This project started because Professor Edith Wyschogrod of the Department of Religious Studies here at Rice was interested in postmodern narrative forms and wanted to examine examples of interactive hypertext fiction on the net. Eventually it became a minor extracurricular obsession of mine.

It took quite a bit of looking before I found very much. There is plenty of postmodern fiction on the net but it's mostly linear text (nothing "hyper" about it, even if some of it is delivered via the World Wide Web). There is plenty of hypertext around but it's mostly nonfiction. Note that to meet my criteria for "interactive hypertext fiction", the reader has to be able to use hyperlinks to find his or her own path through the work -- there can't be a single straightforward path as in the traditional narrative. Nevertheless, in order to qualify as "fiction" a work must contain some form of narrative (i.e., a sequence of events in time) and characterization, however fragmented and polymorphous they may be. (My personal theory: relatively little true hypertext fiction exists because it's rarely a very satisfactory form -- people like the "traditional narrative.")

Here is what I found and where I looked, including a few false starts.
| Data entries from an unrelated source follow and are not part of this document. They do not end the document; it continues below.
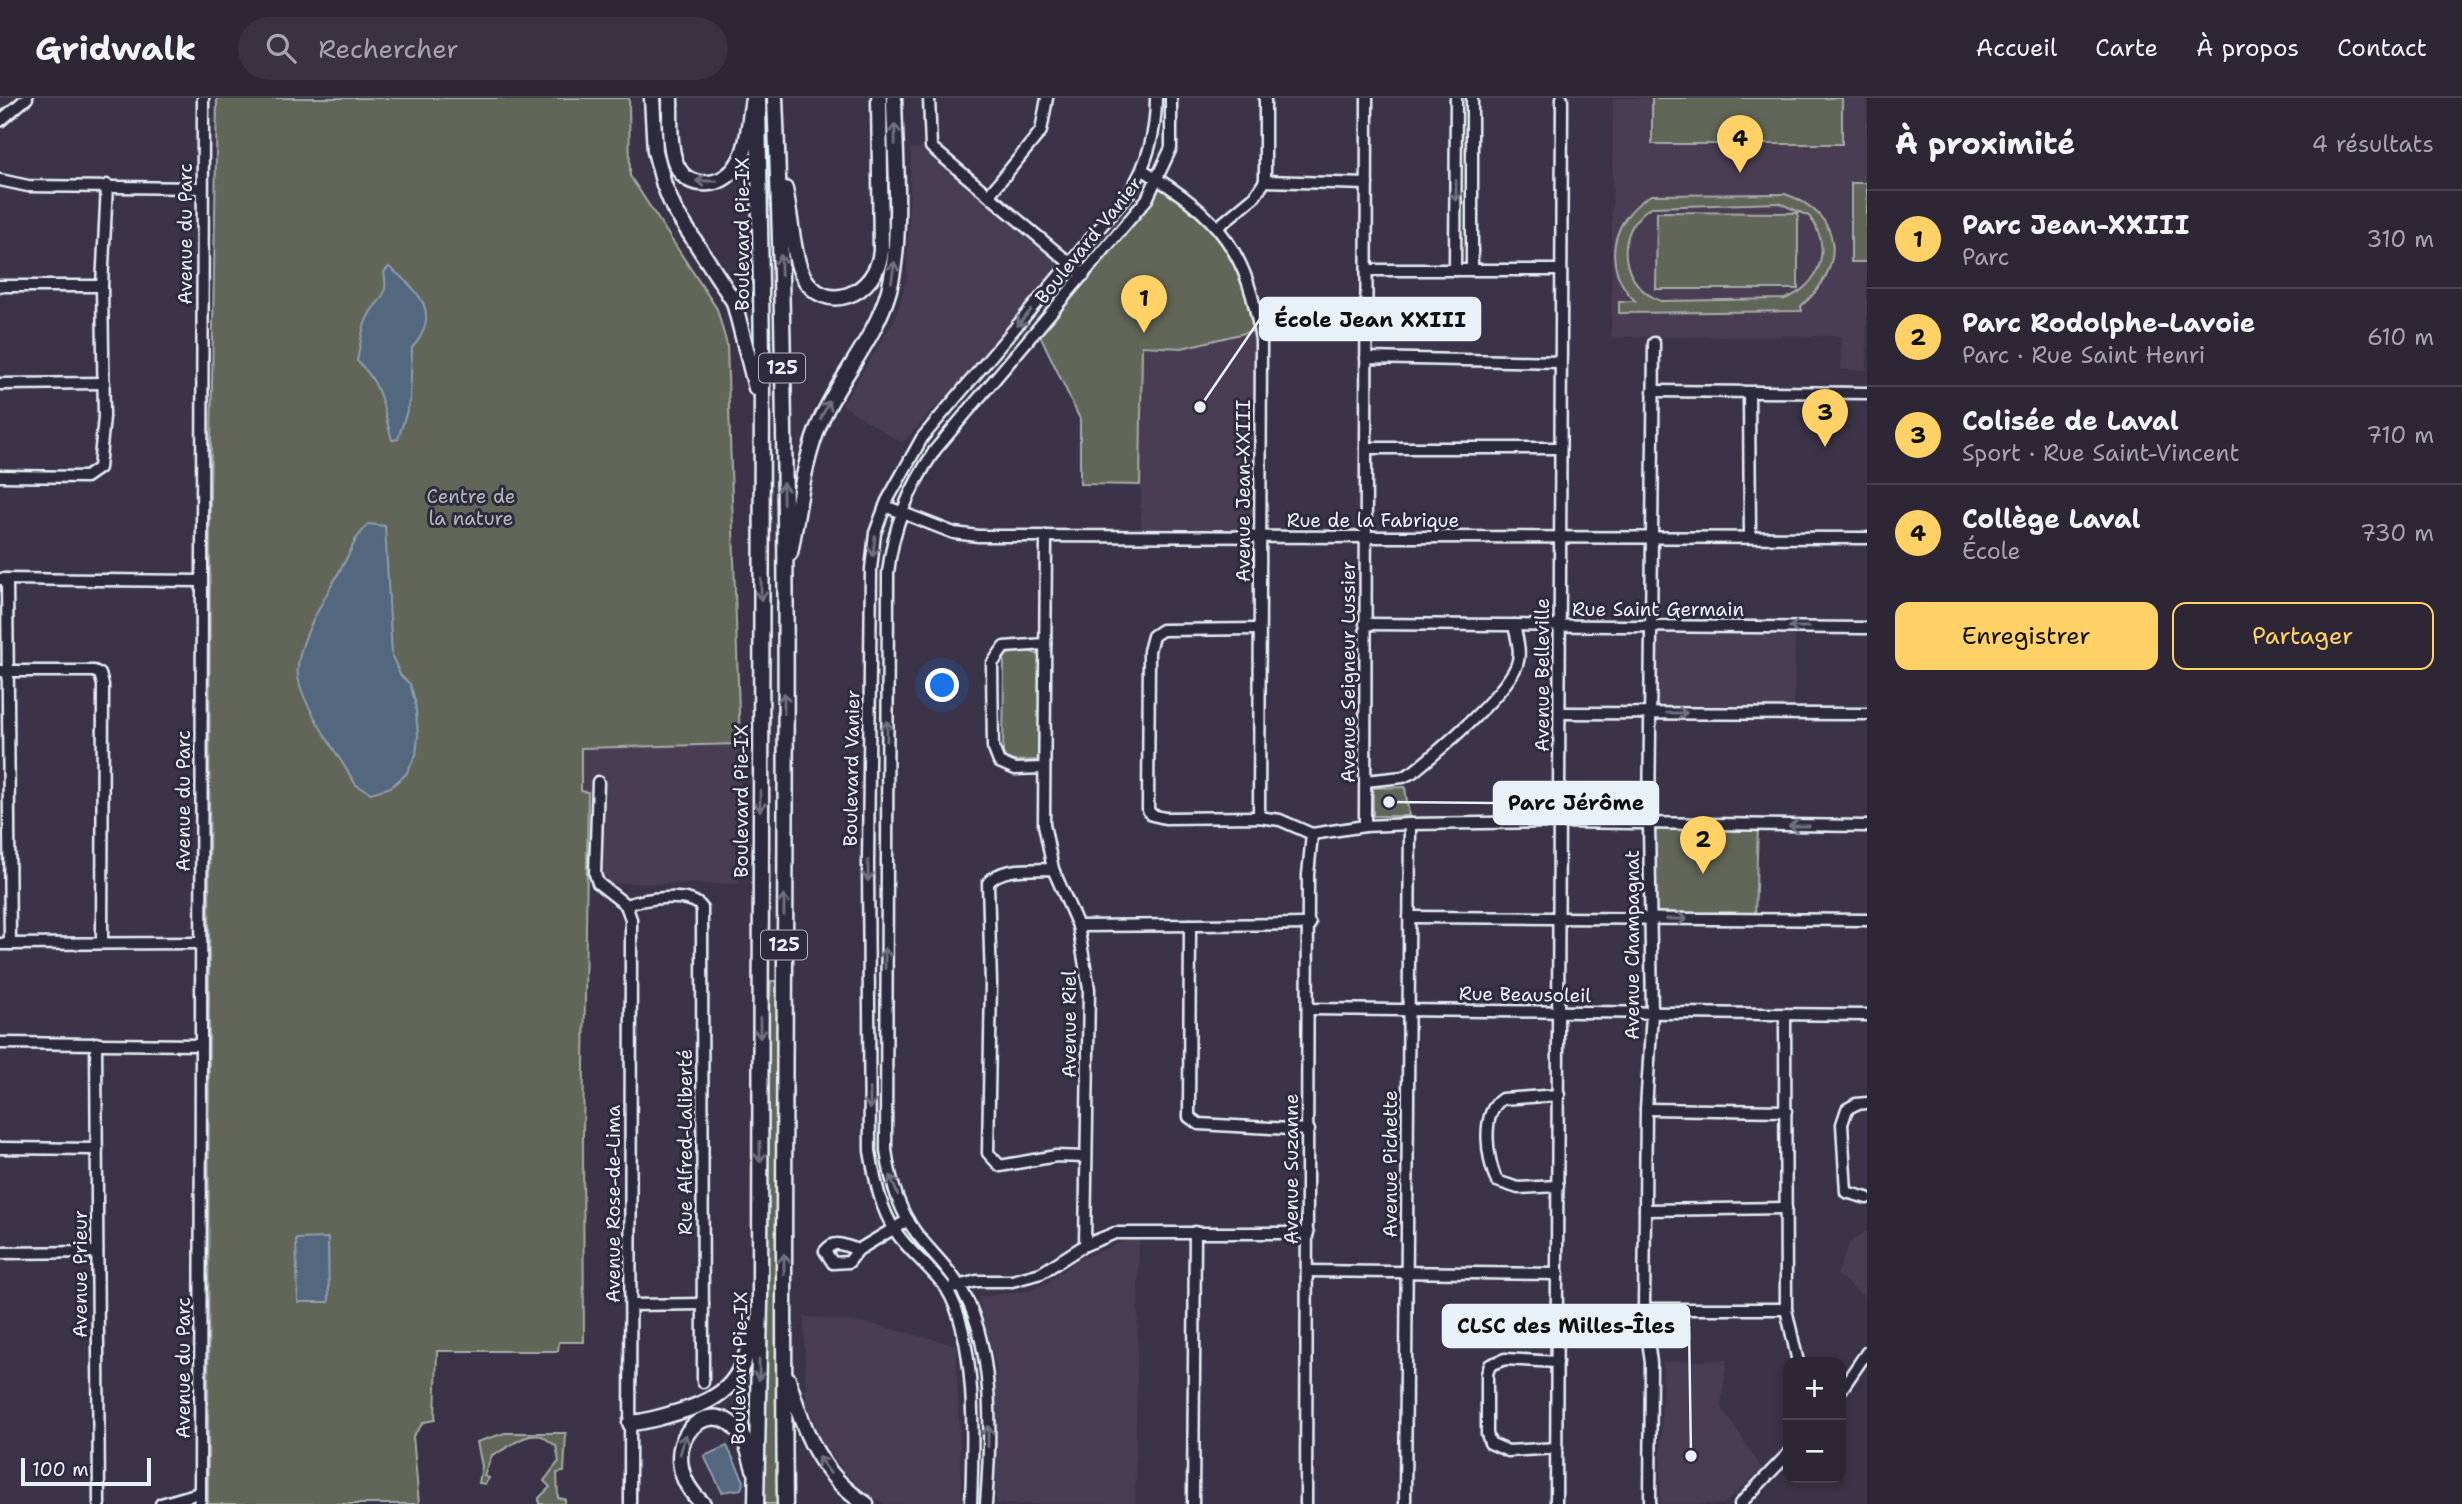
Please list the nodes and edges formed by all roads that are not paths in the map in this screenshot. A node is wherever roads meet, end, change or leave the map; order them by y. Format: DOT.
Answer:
graph roads {
  1 [pos="27,98"];
  2 [pos="203,98"];
  3 [pos="652,98"];
  4 [pos="670,98"];
  5 [pos="756,98"];
  6 [pos="775,98"];
  7 [pos="879,98"];
  8 [pos="894,98"];
  9 [pos="929,98"];
  10 [pos="1047,98"];
  11 [pos="1156,98"];
  12 [pos="1171,98"];
  13 [pos="1265,98"];
  14 [pos="1367,98"];
  15 [pos="1456,98"];
  16 [pos="1472,98"];
  17 [pos="1562,98"];
  18 [pos="0,121"];
  19 [pos="1456,145"];
  20 [pos="1472,145"];
  21 [pos="777,150"];
  22 [pos="1143,170"];
  23 [pos="1158,179"];
  24 [pos="0,180"];
  25 [pos="1265,181"];
  26 [pos="1367,184"];
  27 [pos="107,185"];
  28 [pos="202,188"];
  29 [pos="989,195"];
  30 [pos="1219,226"];
  31 [pos="1071,264"];
  32 [pos="1455,270"];
  33 [pos="1472,270"];
  34 [pos="1560,270"];
  35 [pos="1367,271"];
  36 [pos="1084,275"];
  37 [pos="0,286"];
  38 [pos="102,286"];
  39 [pos="1654,343"];
  40 [pos="1366,358"];
  41 [pos="1560,362"];
  42 [pos="104,383"];
  43 [pos="0,384"];
  44 [pos="1653,391"];
  45 [pos="1749,393"];
  46 [pos="1867,393"];
  47 [pos="762,417"];
  48 [pos="1366,448"];
  49 [pos="1560,448"];
  50 [pos="0,476"];
  51 [pos="885,506"];
  52 [pos="901,512"];
  53 [pos="1046,536"];
  54 [pos="1750,536"];
  55 [pos="1261,537"];
  56 [pos="1366,537"];
  57 [pos="1560,538"];
  58 [pos="1652,538"];
  59 [pos="1867,538"];
  60 [pos="4,579"];
  61 [pos="201,580"];
  62 [pos="784,585"];
  63 [pos="1365,624"];
  64 [pos="1514,625"];
  65 [pos="1560,625"];
  66 [pos="1651,626"];
  67 [pos="1867,628"];
  68 [pos="1259,629"];
  69 [pos="1045,644"];
  70 [pos="4,671"];
  71 [pos="1560,713"];
  72 [pos="1650,713"];
  73 [pos="1867,714"];
  74 [pos="4,760"];
  75 [pos="1044,768"];
  76 [pos="1365,780"];
  77 [pos="598,782"];
  78 [pos="1259,817"];
  79 [pos="1560,822"];
  80 [pos="1410,824"];
  81 [pos="1649,824"];
  82 [pos="1364,825"];
  83 [pos="1867,826"];
  84 [pos="1312,834"];
  85 [pos="5,855"];
  86 [pos="1053,869"];
  87 [pos="626,905"];
  88 [pos="1409,917"];
  89 [pos="1560,918"];
  90 [pos="1650,919"];
  91 [pos="1867,920"];
  92 [pos="1310,924"];
  93 [pos="1190,925"];
  94 [pos="1078,926"];
  95 [pos="102,943"];
  96 [pos="200,943"];
  97 [pos="5,944"];
  98 [pos="1309,1009"];
  99 [pos="1409,1010"];
  100 [pos="1559,1012"];
  101 [pos="1652,1013"];
  102 [pos="1786,1014"];
  103 [pos="1867,1016"];
  104 [pos="0,1043"];
  105 [pos="96,1043"];
  106 [pos="200,1045"];
  107 [pos="1559,1095"];
  108 [pos="1867,1103"];
  109 [pos="1646,1109"];
  110 [pos="1786,1111"];
  111 [pos="1309,1130"];
  112 [pos="0,1149"];
  113 [pos="97,1149"];
  114 [pos="1085,1157"];
  115 [pos="1558,1186"];
  116 [pos="1867,1198"];
  117 [pos="1786,1208"];
  118 [pos="1645,1210"];
  119 [pos="908,1220"];
  120 [pos="894,1229"];
  121 [pos="1195,1233"];
  122 [pos="1308,1233"];
  123 [pos="1085,1245"];
  124 [pos="858,1250"];
  125 [pos="97,1252"];
  126 [pos="0,1254"];
  127 [pos="1308,1271"];
  128 [pos="1407,1272"];
  129 [pos="1558,1274"];
  130 [pos="959,1284"];
  131 [pos="946,1289"];
  132 [pos="760,1303"];
  133 [pos="703,1304"];
  134 [pos="631,1305"];
  135 [pos="1644,1309"];
  136 [pos="1786,1309"];
  137 [pos="1867,1352"];
  138 [pos="1797,1357"];
  139 [pos="1557,1362"];
  140 [pos="784,1364"];
  141 [pos="704,1382"];
  142 [pos="1846,1384"];
  143 [pos="630,1423"];
  144 [pos="1557,1448"];
  145 [pos="1783,1459"];
  146 [pos="756,1477"];
  147 [pos="199,1498"];
  148 [pos="99,1504"];
  149 [pos="162,1504"];
  150 [pos="630,1504"];
  151 [pos="703,1504"];
  152 [pos="756,1504"];
  153 [pos="785,1504"];
  154 [pos="866,1504"];
  155 [pos="971,1504"];
  156 [pos="986,1504"];
  157 [pos="1193,1504"];
  158 [pos="1306,1504"];
  159 [pos="1405,1504"];
  160 [pos="1556,1504"];
  161 [pos="1650,1504"];
  162 [pos="1740,1504"];
  1 -- 18 [label="street"];
  2 -- 28 [label="street, Avenue du Parc"];
  3 -- 47 [label="highway"];
  5 -- 4 [label="highway, one-way"];
  5 -- 47 [label="highway, Boulevard Pie-IX / 125"];
  6 -- 21 [label="highway, Boulevard Pie-IX / 125"];
  7 -- 21 [label="highway"];
  62 -- 8 [label="highway, one-way"];
  9 -- 29 [label="street"];
  10 -- 29 [label="street"];
  11 -- 22 [label="street, Boulevard Vanier"];
  12 -- 23 [label="street, Boulevard Vanier"];
  13 -- 25 [label="street"];
  14 -- 26 [label="street, Avenue Seigneur Lussier"];
  15 -- 19 [label="street"];
  16 -- 20 [label="street"];
  17 -- 34 [label="street, Avenue Belleville"];
  19 -- 20 [label="street"];
  19 -- 32 [label="street, one-way"];
  20 -- 33 [label="street"];
  62 -- 21 [label="highway, Boulevard Pie-IX / 125, one-way"];
  22 -- 23 [label="street, Avenue Jean-XXIII"];
  22 -- 31 [label="street, Boulevard Vanier"];
  23 -- 30 [label="street, Avenue Jean-XXIII"];
  23 -- 36 [label="street, Boulevard Vanier"];
  24 -- 27 [label="street"];
  25 -- 26 [label="street"];
  25 -- 30 [label="street"];
  26 -- 35 [label="street, Avenue Seigneur Lussier"];
  27 -- 28 [label="street"];
  27 -- 38 [label="street"];
  28 -- 61 [label="street, Avenue du Parc"];
  29 -- 31 [label="street"];
  30 -- 55 [label="street, Avenue Jean-XXIII"];
  31 -- 36 [label="street"];
  31 -- 51 [label="street, Boulevard Vanier, one-way"];
  32 -- 33 [label="street"];
  32 -- 35 [label="street"];
  33 -- 34 [label="street"];
  34 -- 41 [label="street, Avenue Belleville"];
  35 -- 40 [label="street, Avenue Seigneur Lussier"];
  36 -- 52 [label="street, Boulevard Vanier"];
  37 -- 38 [label="street"];
  38 -- 42 [label="street"];
  39 -- 44 [label="street, Avenue Champagnat"];
  40 -- 41 [label="street"];
  40 -- 48 [label="street, Avenue Seigneur Lussier"];
  41 -- 49 [label="street, Avenue Belleville"];
  42 -- 43 [label="street"];
  42 -- 50 [label="street"];
  44 -- 45 [label="street"];
  44 -- 58 [label="street, Avenue Champagnat"];
  45 -- 46 [label="street"];
  45 -- 54 [label="street"];
  47 -- 132 [label="highway, Boulevard Pie-IX / 125, one-way"];
  48 -- 49 [label="street"];
  48 -- 56 [label="street, Avenue Seigneur Lussier"];
  49 -- 57 [label="street, Avenue Belleville"];
  51 -- 52 [label="street, Rue de la Fabrique"];
  51 -- 120 [label="street, Boulevard Vanier, one-way"];
  52 -- 53 [label="street, Rue de la Fabrique"];
  119 -- 52 [label="street, Boulevard Vanier, one-way"];
  53 -- 55 [label="street, Rue de la Fabrique"];
  53 -- 69 [label="street, Avenue Riel"];
  54 -- 58 [label="street, Rue de la Fabrique"];
  54 -- 59 [label="street, Rue de la Fabrique"];
  55 -- 56 [label="street, Rue de la Fabrique"];
  55 -- 68 [label="street, Avenue Jean-XXIII"];
  56 -- 57 [label="street, Rue de la Fabrique"];
  56 -- 63 [label="street, Avenue Seigneur Lussier"];
  57 -- 58 [label="street, Rue de la Fabrique"];
  57 -- 65 [label="street, Avenue Belleville"];
  58 -- 66 [label="street, Avenue Champagnat"];
  60 -- 61 [label="street"];
  60 -- 70 [label="street"];
  61 -- 96 [label="street, Avenue du Parc"];
  140 -- 62 [label="highway, Boulevard Pie-IX / 125, one-way"];
  63 -- 64 [label="street, Rue Saint Germain"];
  63 -- 76 [label="street, Avenue Seigneur Lussier"];
  64 -- 65 [label="street, Rue Saint Germain"];
  64 -- 76 [label="street"];
  65 -- 66 [label="street, Rue Saint Germain"];
  65 -- 71 [label="street, Avenue Belleville"];
  67 -- 66 [label="street, Rue Saint Germain, one-way"];
  66 -- 72 [label="street, Avenue Champagnat"];
  68 -- 78 [label="street, Avenue Jean-XXIII"];
  68 -- 78 [label="street"];
  69 -- 75 [label="street, Avenue Riel"];
  69 -- 75 [label="street"];
  70 -- 74 [label="street"];
  70 -- 95 [label="street"];
  71 -- 72 [label="street"];
  71 -- 79 [label="street, Avenue Belleville"];
  72 -- 73 [label="street, one-way"];
  72 -- 81 [label="street, Avenue Champagnat"];
  74 -- 85 [label="street"];
  75 -- 86 [label="street, Avenue Riel"];
  76 -- 82 [label="street, Avenue Seigneur Lussier"];
  77 -- 87 [label="street"];
  78 -- 84 [label="street"];
  79 -- 80 [label="street"];
  79 -- 81 [label="street"];
  79 -- 89 [label="street, Avenue Belleville"];
  80 -- 82 [label="street"];
  80 -- 88 [label="street, Avenue Pichette"];
  83 -- 81 [label="street, one-way"];
  81 -- 90 [label="street, Avenue Champagnat"];
  82 -- 84 [label="street"];
  84 -- 92 [label="street, Avenue Suzanne"];
  85 -- 97 [label="street"];
  86 -- 94 [label="street, Avenue Riel"];
  86 -- 114 [label="street"];
  87 -- 133 [label="street, Rue Alfred-Laliberté"];
  87 -- 134 [label="street, Avenue Rose-de-Lima"];
  88 -- 89 [label="street"];
  88 -- 99 [label="street, Avenue Pichette"];
  89 -- 90 [label="street"];
  89 -- 100 [label="street, Avenue Belleville"];
  90 -- 91 [label="street, one-way"];
  90 -- 101 [label="street, Avenue Champagnat"];
  92 -- 93 [label="street"];
  92 -- 98 [label="street, Avenue Suzanne"];
  93 -- 94 [label="street"];
  93 -- 111 [label="street"];
  94 -- 114 [label="street, Avenue Riel"];
  95 -- 96 [label="street"];
  95 -- 97 [label="street"];
  96 -- 106 [label="street, Avenue du Parc"];
  98 -- 99 [label="street, Rue Beausoleil"];
  98 -- 111 [label="street, Avenue Suzanne"];
  99 -- 100 [label="street, Rue Beausoleil"];
  99 -- 128 [label="street, Avenue Pichette"];
  100 -- 101 [label="street, Rue Beausoleil"];
  100 -- 107 [label="street, Avenue Belleville"];
  101 -- 102 [label="street, Rue Beausoleil"];
  101 -- 109 [label="street, Avenue Champagnat"];
  102 -- 103 [label="street, Rue Beausoleil"];
  102 -- 110 [label="street"];
  104 -- 105 [label="street"];
  105 -- 106 [label="street"];
  105 -- 113 [label="street, Avenue Prieur"];
  106 -- 147 [label="street, Avenue du Parc"];
  107 -- 115 [label="street, Avenue Belleville"];
  107 -- 115 [label="street"];
  108 -- 116 [label="street"];
  109 -- 110 [label="street"];
  109 -- 118 [label="street, Avenue Champagnat"];
  110 -- 117 [label="street"];
  111 -- 122 [label="street, Avenue Suzanne"];
  112 -- 113 [label="street"];
  113 -- 125 [label="street, Avenue Prieur"];
  114 -- 123 [label="street, Avenue Riel"];
  115 -- 129 [label="street, Avenue Belleville"];
  117 -- 118 [label="street"];
  117 -- 136 [label="street"];
  118 -- 135 [label="street, Avenue Champagnat"];
  119 -- 120 [label="street"];
  119 -- 130 [label="street, Boulevard Vanier"];
  120 -- 124 [label="street"];
  120 -- 131 [label="street, Boulevard Vanier"];
  121 -- 122 [label="street"];
  121 -- 123 [label="street"];
  121 -- 157 [label="street"];
  122 -- 127 [label="street, Avenue Suzanne"];
  123 -- 130 [label="street"];
  125 -- 126 [label="street"];
  125 -- 148 [label="street, Avenue Prieur"];
  127 -- 128 [label="street"];
  127 -- 158 [label="street, Avenue Suzanne"];
  128 -- 129 [label="street"];
  128 -- 159 [label="street, Avenue Pichette"];
  129 -- 139 [label="street, Avenue Belleville"];
  130 -- 131 [label="street"];
  156 -- 130 [label="street, Boulevard Vanier, one-way"];
  131 -- 155 [label="street, Boulevard Vanier"];
  132 -- 143 [label="highway"];
  132 -- 146 [label="highway, Boulevard Pie-IX / 125, one-way"];
  133 -- 134 [label="street"];
  133 -- 141 [label="street, Rue Alfred-Laliberté"];
  134 -- 143 [label="street, Avenue Rose-de-Lima"];
  135 -- 136 [label="street"];
  135 -- 161 [label="street, Avenue Champagnat"];
  136 -- 138 [label="street"];
  137 -- 142 [label="street"];
  139 -- 144 [label="street, Avenue Belleville"];
  139 -- 144 [label="street"];
  140 -- 153 [label="highway, Boulevard Pie-IX / 125"];
  154 -- 140 [label="highway, one-way"];
  143 -- 150 [label="street, Avenue Rose-de-Lima"];
  144 -- 160 [label="street, Avenue Belleville"];
  145 -- 162 [label="street"];
  151 -- 146 [label="highway, one-way"];
  146 -- 152 [label="highway, Boulevard Pie-IX / 125"];
  147 -- 149 [label="street"];
}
Prentiss Riddle (riddle@rice.edu)

Sections of this page


About hypertext fiction


Honest-to-gosh hypertext fiction


Close but no cigar


Places to look

Other hypertext fiction collections: Other places:

Other voices of doubt

From Edupage 3/5/95:
WILL INTERACTIVE TECHNOLOGY CHANGE NOVEL-WRITING?
Olaf Olafsson, President of Sony Electronic Publishing as well as a novelist and playwright, doubts it. "Some people might write in a different way in the future for electronic publication, but how that's going to play out I don't know. I know I won't do it myself. I think the form novels are in today is absolutely fine. But it's different with reference works, when you're not reading them start to finish. Then the technology has all the advantages in the world." (New York Times 3/5/95 Sec.3, p.10)

From Edupage 6/4/95:

HYPERTEXT YES, LITERATURE NO
Yale computer scientist and author David Gelernter says that "in a hypertext system, the computer allows you to assemble fragments of text and read them off the screen in any sequence that appeals to you, without guidance from the author, as if you were a bird gaily weaving your nest out of random bits of trash. But if you sacrific literarary architecture, the logical unfolding of an argument or a plot, you sacrific literature." Gelernter says that "hypertext literature isn't merely bad, it's silly. Rotten education is a grave evil; hypertext-as-literature is a bit of nonsense that will blow away as soon as the next good fad kicks up." (National Review 6/12/95 p.65)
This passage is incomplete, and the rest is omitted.